● WHAT IS EXPECTED: Write out each record exactly as it stands. No pictures belong in the copy.

(Dataset entries)
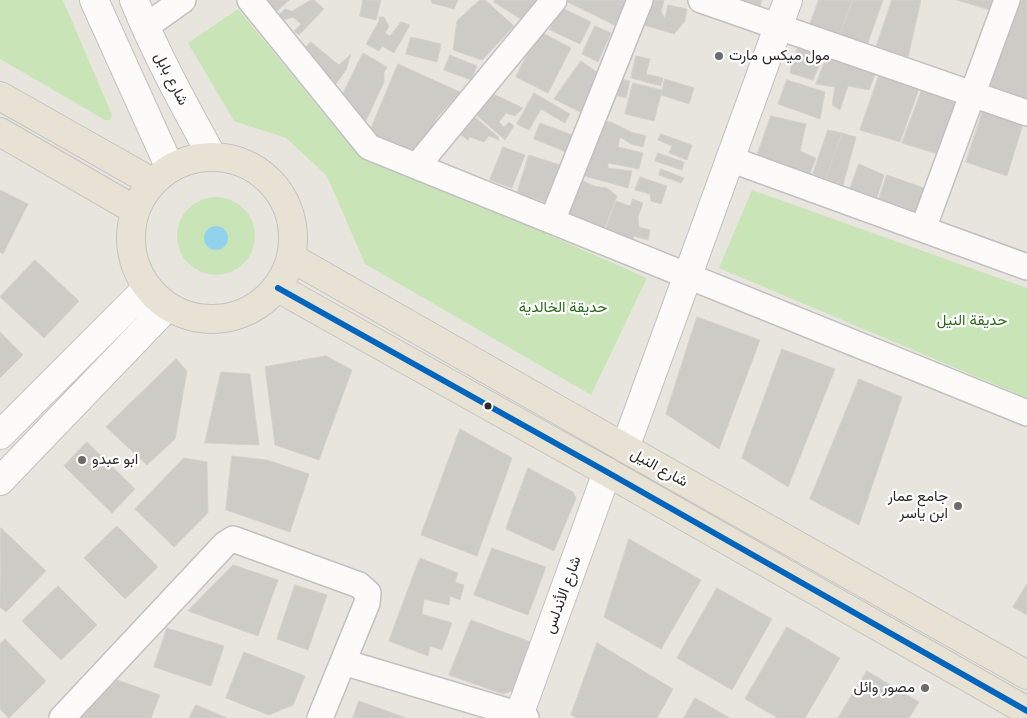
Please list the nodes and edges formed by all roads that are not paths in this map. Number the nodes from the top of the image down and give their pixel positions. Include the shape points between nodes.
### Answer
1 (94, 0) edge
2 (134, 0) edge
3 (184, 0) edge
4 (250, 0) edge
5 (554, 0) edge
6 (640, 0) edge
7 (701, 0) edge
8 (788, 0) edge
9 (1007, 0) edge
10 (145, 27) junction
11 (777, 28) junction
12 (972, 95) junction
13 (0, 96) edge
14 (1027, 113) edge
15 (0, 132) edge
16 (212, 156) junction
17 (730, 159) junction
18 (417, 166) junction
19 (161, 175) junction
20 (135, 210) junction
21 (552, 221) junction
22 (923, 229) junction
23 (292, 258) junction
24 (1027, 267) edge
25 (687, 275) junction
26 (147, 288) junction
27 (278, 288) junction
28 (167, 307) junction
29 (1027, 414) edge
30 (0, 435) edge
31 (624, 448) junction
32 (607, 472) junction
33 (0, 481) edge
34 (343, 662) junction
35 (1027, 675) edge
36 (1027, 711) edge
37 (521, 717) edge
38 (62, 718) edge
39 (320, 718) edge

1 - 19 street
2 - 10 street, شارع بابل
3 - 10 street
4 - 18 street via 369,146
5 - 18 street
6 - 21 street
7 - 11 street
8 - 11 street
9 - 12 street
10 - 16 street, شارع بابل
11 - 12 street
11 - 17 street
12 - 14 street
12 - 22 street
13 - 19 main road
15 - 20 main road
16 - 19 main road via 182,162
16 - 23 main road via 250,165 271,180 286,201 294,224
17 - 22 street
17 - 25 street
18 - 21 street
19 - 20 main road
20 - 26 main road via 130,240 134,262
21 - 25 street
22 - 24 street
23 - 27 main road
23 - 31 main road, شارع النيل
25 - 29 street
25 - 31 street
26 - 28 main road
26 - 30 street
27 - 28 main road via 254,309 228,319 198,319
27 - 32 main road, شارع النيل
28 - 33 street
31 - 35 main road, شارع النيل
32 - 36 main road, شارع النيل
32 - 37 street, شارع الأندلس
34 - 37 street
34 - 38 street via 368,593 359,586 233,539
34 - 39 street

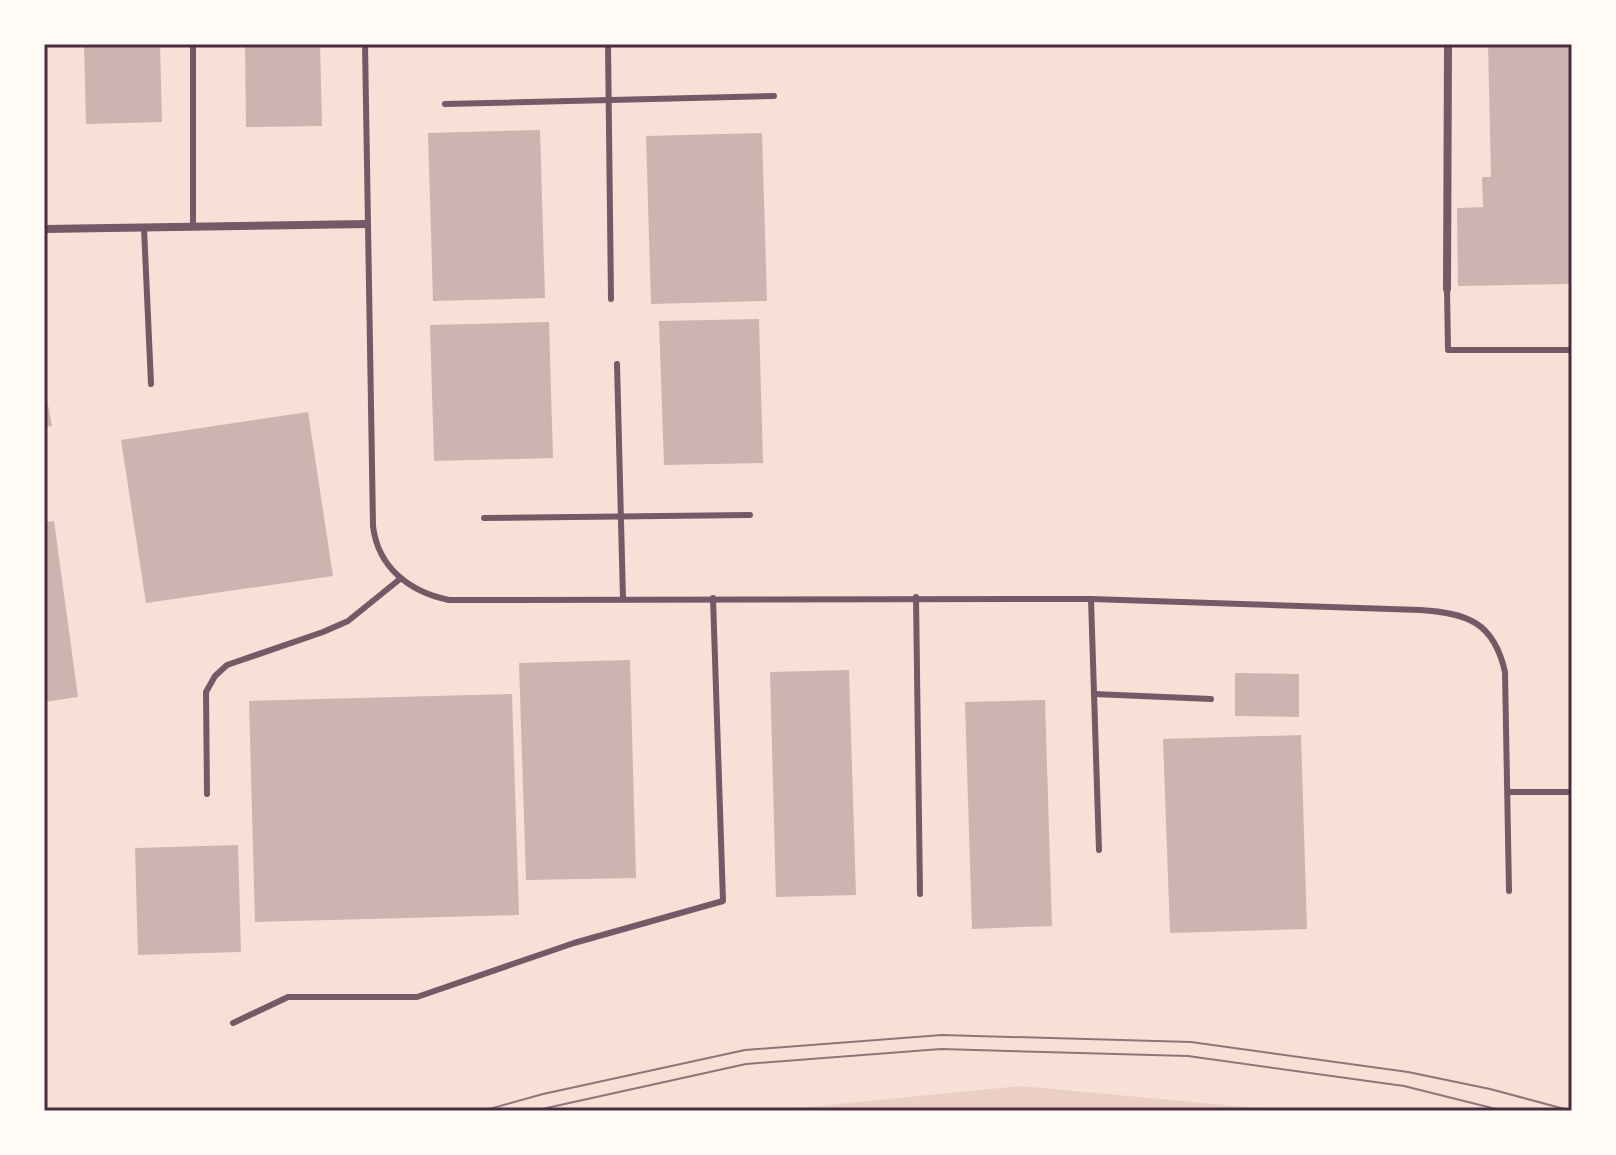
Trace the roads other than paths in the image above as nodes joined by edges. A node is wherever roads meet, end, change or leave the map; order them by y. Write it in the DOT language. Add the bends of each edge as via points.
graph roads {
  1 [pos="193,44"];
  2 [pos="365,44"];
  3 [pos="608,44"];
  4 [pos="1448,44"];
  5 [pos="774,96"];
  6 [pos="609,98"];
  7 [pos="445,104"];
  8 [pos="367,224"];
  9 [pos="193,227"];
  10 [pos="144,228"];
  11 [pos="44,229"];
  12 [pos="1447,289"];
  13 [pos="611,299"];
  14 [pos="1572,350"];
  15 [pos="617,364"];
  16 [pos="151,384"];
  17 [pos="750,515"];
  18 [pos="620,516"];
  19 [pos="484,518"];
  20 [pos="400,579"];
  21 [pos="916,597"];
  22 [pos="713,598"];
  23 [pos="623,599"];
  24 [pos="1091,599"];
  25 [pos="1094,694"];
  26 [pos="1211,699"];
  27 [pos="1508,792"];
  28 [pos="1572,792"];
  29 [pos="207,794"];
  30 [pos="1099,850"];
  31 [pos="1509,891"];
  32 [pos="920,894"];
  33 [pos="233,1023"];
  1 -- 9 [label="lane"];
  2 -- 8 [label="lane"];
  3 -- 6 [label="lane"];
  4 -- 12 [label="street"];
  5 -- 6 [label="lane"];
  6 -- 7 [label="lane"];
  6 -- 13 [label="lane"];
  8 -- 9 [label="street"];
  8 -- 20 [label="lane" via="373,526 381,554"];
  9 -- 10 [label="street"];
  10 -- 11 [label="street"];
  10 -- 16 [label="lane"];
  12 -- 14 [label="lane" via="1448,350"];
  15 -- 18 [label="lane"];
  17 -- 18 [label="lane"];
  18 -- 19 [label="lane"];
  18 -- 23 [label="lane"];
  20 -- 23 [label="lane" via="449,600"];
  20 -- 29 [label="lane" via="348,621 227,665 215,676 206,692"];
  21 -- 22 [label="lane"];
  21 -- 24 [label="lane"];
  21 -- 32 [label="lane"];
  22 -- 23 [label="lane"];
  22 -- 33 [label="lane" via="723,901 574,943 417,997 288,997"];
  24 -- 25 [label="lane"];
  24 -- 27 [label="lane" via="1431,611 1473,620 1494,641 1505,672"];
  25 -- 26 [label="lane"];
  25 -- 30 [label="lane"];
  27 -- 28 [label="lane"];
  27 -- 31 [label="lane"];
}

● ANSWER BOX:
Please list the nodes and edges formed by all roads that are not paths in this map. Number the nodes from the top of the image down and give their pixel positions. Include the shape points between nodes.
### Answer
1 (94, 0) edge
2 (134, 0) edge
3 (184, 0) edge
4 (250, 0) edge
5 (554, 0) edge
6 (640, 0) edge
7 (701, 0) edge
8 (788, 0) edge
9 (1007, 0) edge
10 (145, 27) junction
11 (777, 28) junction
12 (972, 95) junction
13 (0, 96) edge
14 (1027, 113) edge
15 (0, 132) edge
16 (212, 156) junction
17 (730, 159) junction
18 (417, 166) junction
19 (161, 175) junction
20 (135, 210) junction
21 (552, 221) junction
22 (923, 229) junction
23 (292, 258) junction
24 (1027, 267) edge
25 (687, 275) junction
26 (147, 288) junction
27 (278, 288) junction
28 (167, 307) junction
29 (1027, 414) edge
30 (0, 435) edge
31 (624, 448) junction
32 (607, 472) junction
33 (0, 481) edge
34 (343, 662) junction
35 (1027, 675) edge
36 (1027, 711) edge
37 (521, 717) edge
38 (62, 718) edge
39 (320, 718) edge

1 - 19 street
2 - 10 street, شارع بابل
3 - 10 street
4 - 18 street via 369,146
5 - 18 street
6 - 21 street
7 - 11 street
8 - 11 street
9 - 12 street
10 - 16 street, شارع بابل
11 - 12 street
11 - 17 street
12 - 14 street
12 - 22 street
13 - 19 main road
15 - 20 main road
16 - 19 main road via 182,162
16 - 23 main road via 250,165 271,180 286,201 294,224
17 - 22 street
17 - 25 street
18 - 21 street
19 - 20 main road
20 - 26 main road via 130,240 134,262
21 - 25 street
22 - 24 street
23 - 27 main road
23 - 31 main road, شارع النيل
25 - 29 street
25 - 31 street
26 - 28 main road
26 - 30 street
27 - 28 main road via 254,309 228,319 198,319
27 - 32 main road, شارع النيل
28 - 33 street
31 - 35 main road, شارع النيل
32 - 36 main road, شارع النيل
32 - 37 street, شارع الأندلس
34 - 37 street
34 - 38 street via 368,593 359,586 233,539
34 - 39 street

Trace the roads other than paths in the image above as nodes joined by edges. A node is wherever roads meet, end, change or leave the map; order them by y. Write it in the DOT language. Add the bends of each edge as via points.
graph roads {
  1 [pos="193,44"];
  2 [pos="365,44"];
  3 [pos="608,44"];
  4 [pos="1448,44"];
  5 [pos="774,96"];
  6 [pos="609,98"];
  7 [pos="445,104"];
  8 [pos="367,224"];
  9 [pos="193,227"];
  10 [pos="144,228"];
  11 [pos="44,229"];
  12 [pos="1447,289"];
  13 [pos="611,299"];
  14 [pos="1572,350"];
  15 [pos="617,364"];
  16 [pos="151,384"];
  17 [pos="750,515"];
  18 [pos="620,516"];
  19 [pos="484,518"];
  20 [pos="400,579"];
  21 [pos="916,597"];
  22 [pos="713,598"];
  23 [pos="623,599"];
  24 [pos="1091,599"];
  25 [pos="1094,694"];
  26 [pos="1211,699"];
  27 [pos="1508,792"];
  28 [pos="1572,792"];
  29 [pos="207,794"];
  30 [pos="1099,850"];
  31 [pos="1509,891"];
  32 [pos="920,894"];
  33 [pos="233,1023"];
  1 -- 9 [label="lane"];
  2 -- 8 [label="lane"];
  3 -- 6 [label="lane"];
  4 -- 12 [label="street"];
  5 -- 6 [label="lane"];
  6 -- 7 [label="lane"];
  6 -- 13 [label="lane"];
  8 -- 9 [label="street"];
  8 -- 20 [label="lane" via="373,526 381,554"];
  9 -- 10 [label="street"];
  10 -- 11 [label="street"];
  10 -- 16 [label="lane"];
  12 -- 14 [label="lane" via="1448,350"];
  15 -- 18 [label="lane"];
  17 -- 18 [label="lane"];
  18 -- 19 [label="lane"];
  18 -- 23 [label="lane"];
  20 -- 23 [label="lane" via="449,600"];
  20 -- 29 [label="lane" via="348,621 227,665 215,676 206,692"];
  21 -- 22 [label="lane"];
  21 -- 24 [label="lane"];
  21 -- 32 [label="lane"];
  22 -- 23 [label="lane"];
  22 -- 33 [label="lane" via="723,901 574,943 417,997 288,997"];
  24 -- 25 [label="lane"];
  24 -- 27 [label="lane" via="1431,611 1473,620 1494,641 1505,672"];
  25 -- 26 [label="lane"];
  25 -- 30 [label="lane"];
  27 -- 28 [label="lane"];
  27 -- 31 [label="lane"];
}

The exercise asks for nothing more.